Instructions to follow: Among the entries below, find the lines with the word "nodes" and copy them.

*** Records for processing Section Begins ***

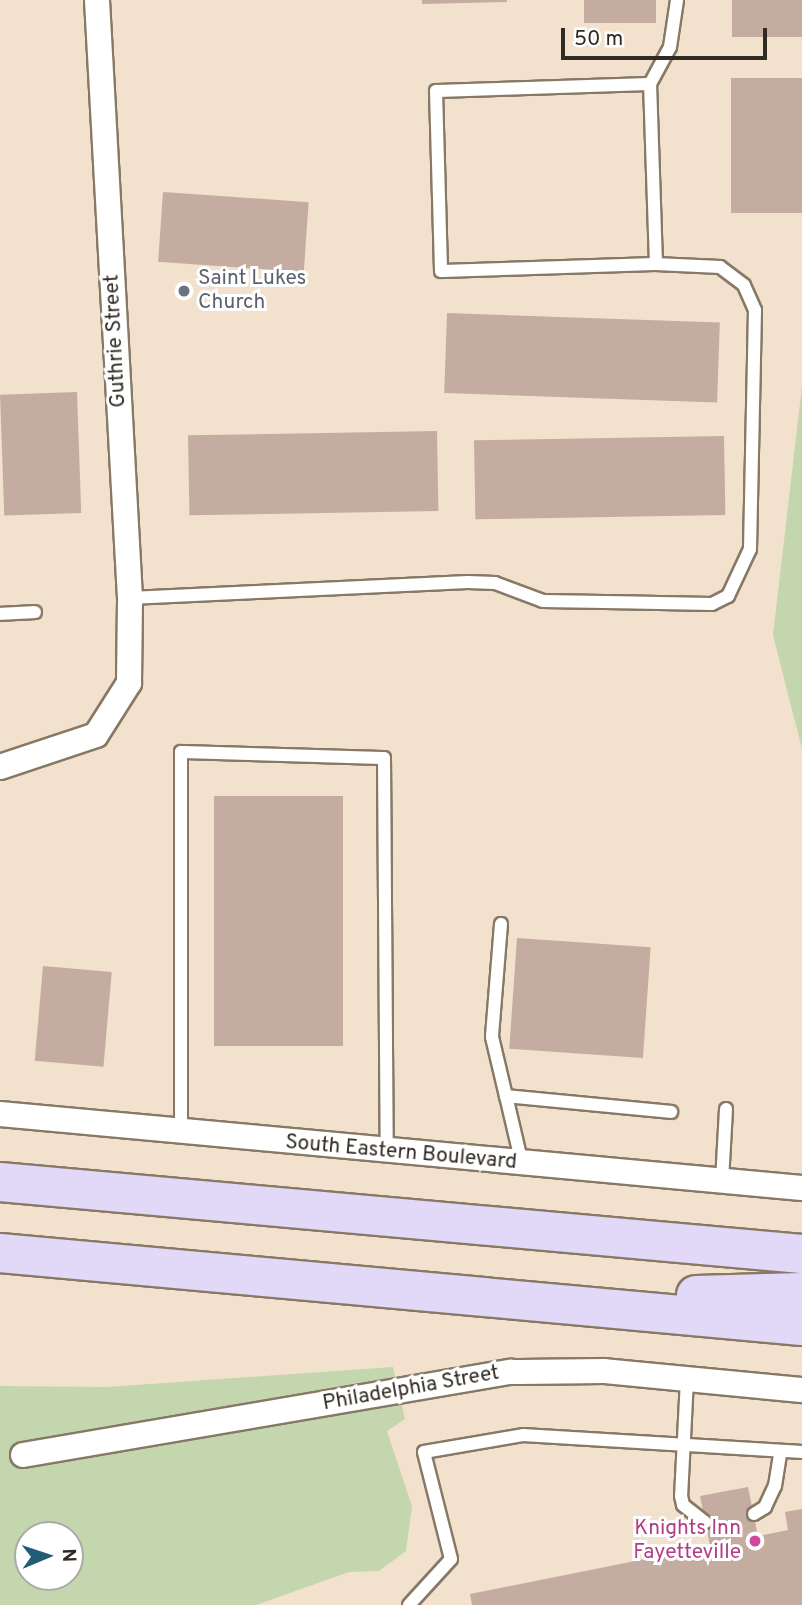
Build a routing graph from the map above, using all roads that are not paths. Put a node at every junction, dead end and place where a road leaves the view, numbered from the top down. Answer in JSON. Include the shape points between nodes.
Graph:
{"nodes":[{"id":1,"x":97,"y":0,"type":"edge"},
{"id":2,"x":677,"y":0,"type":"edge"},
{"id":3,"x":650,"y":84,"type":"junction"},
{"id":4,"x":656,"y":264,"type":"junction"},
{"id":5,"x":130,"y":598,"type":"junction"},
{"id":6,"x":35,"y":612,"type":"dead end"},
{"id":7,"x":0,"y":614,"type":"edge"},
{"id":8,"x":0,"y":767,"type":"edge"},
{"id":9,"x":501,"y":924,"type":"dead end"},
{"id":10,"x":506,"y":1096,"type":"junction"},
{"id":11,"x":726,"y":1109,"type":"dead end"},
{"id":12,"x":671,"y":1112,"type":"dead end"},
{"id":13,"x":0,"y":1114,"type":"edge"},
{"id":14,"x":181,"y":1132,"type":"junction"},
{"id":15,"x":387,"y":1152,"type":"junction"},
{"id":16,"x":522,"y":1164,"type":"junction"},
{"id":17,"x":722,"y":1181,"type":"junction"},
{"id":18,"x":0,"y":1182,"type":"edge"},
{"id":19,"x":802,"y":1188,"type":"edge"},
{"id":20,"x":0,"y":1253,"type":"edge"},
{"id":21,"x":802,"y":1254,"type":"edge"},
{"id":22,"x":802,"y":1292,"type":"edge"},
{"id":23,"x":526,"y":1301,"type":"junction"},
{"id":24,"x":802,"y":1326,"type":"edge"},
{"id":25,"x":687,"y":1379,"type":"junction"},
{"id":26,"x":802,"y":1390,"type":"edge"},
{"id":27,"x":680,"y":1447,"type":"junction"},
{"id":28,"x":802,"y":1452,"type":"edge"},
{"id":29,"x":23,"y":1455,"type":"dead end"},
{"id":30,"x":780,"y":1455,"type":"junction"},
{"id":31,"x":754,"y":1514,"type":"dead end"},
{"id":32,"x":705,"y":1522,"type":"dead end"},
{"id":33,"x":409,"y":1605,"type":"edge"}],
"edges":[{"from":1,"to":5,"type":"street","name":"Guthrie Street"},
{"from":2,"to":3,"type":"lane","via":[[670,47]]},
{"from":3,"to":4,"type":"lane"},
{"from":3,"to":4,"type":"lane","via":[[436,91],[441,271]]},
{"from":4,"to":5,"type":"lane","via":[[720,267],[744,285],[755,310],[750,549],[728,596],[712,604],[543,601],[495,583],[468,582]]},
{"from":5,"to":8,"type":"street","name":"Guthrie Street","via":[[129,683],[96,735]]},
{"from":6,"to":7,"type":"lane"},
{"from":9,"to":10,"type":"lane","via":[[492,1037]]},
{"from":10,"to":12,"type":"lane"},
{"from":10,"to":16,"type":"lane"},
{"from":11,"to":17,"type":"lane"},
{"from":13,"to":14,"type":"street","name":"South Eastern Boulevard"},
{"from":14,"to":15,"type":"street","name":"South Eastern Boulevard"},
{"from":14,"to":15,"type":"lane","via":[[181,752],[384,758]]},
{"from":15,"to":16,"type":"street","name":"South Eastern Boulevard"},
{"from":16,"to":17,"type":"street","name":"South Eastern Boulevard"},
{"from":17,"to":19,"type":"street","name":"South Eastern Boulevard"},
{"from":18,"to":21,"type":"highway"},
{"from":20,"to":23,"type":"highway"},
{"from":22,"to":23,"type":"highway"},
{"from":23,"to":24,"type":"highway"},
{"from":25,"to":26,"type":"street","name":"Philadelphia Street"},
{"from":25,"to":27,"type":"lane"},
{"from":25,"to":29,"type":"street","name":"Philadelphia Street","via":[[604,1371],[511,1372]]},
{"from":27,"to":30,"type":"lane"},
{"from":27,"to":32,"type":"lane","via":[[683,1505]]},
{"from":27,"to":33,"type":"lane","via":[[523,1435],[424,1452],[451,1559]]},
{"from":28,"to":30,"type":"lane"},
{"from":30,"to":31,"type":"lane","via":[[775,1486],[765,1507]]}]}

*** Records for processing Section Ends ***

Your response:
Build a routing graph from the map above, using all roads that are not paths. Put a node at every junction, dead end and place where a road leaves the view, numbered from the top down. Answer in JSON. Include the shape points between nodes.
{"nodes":[{"id":1,"x":97,"y":0,"type":"edge"},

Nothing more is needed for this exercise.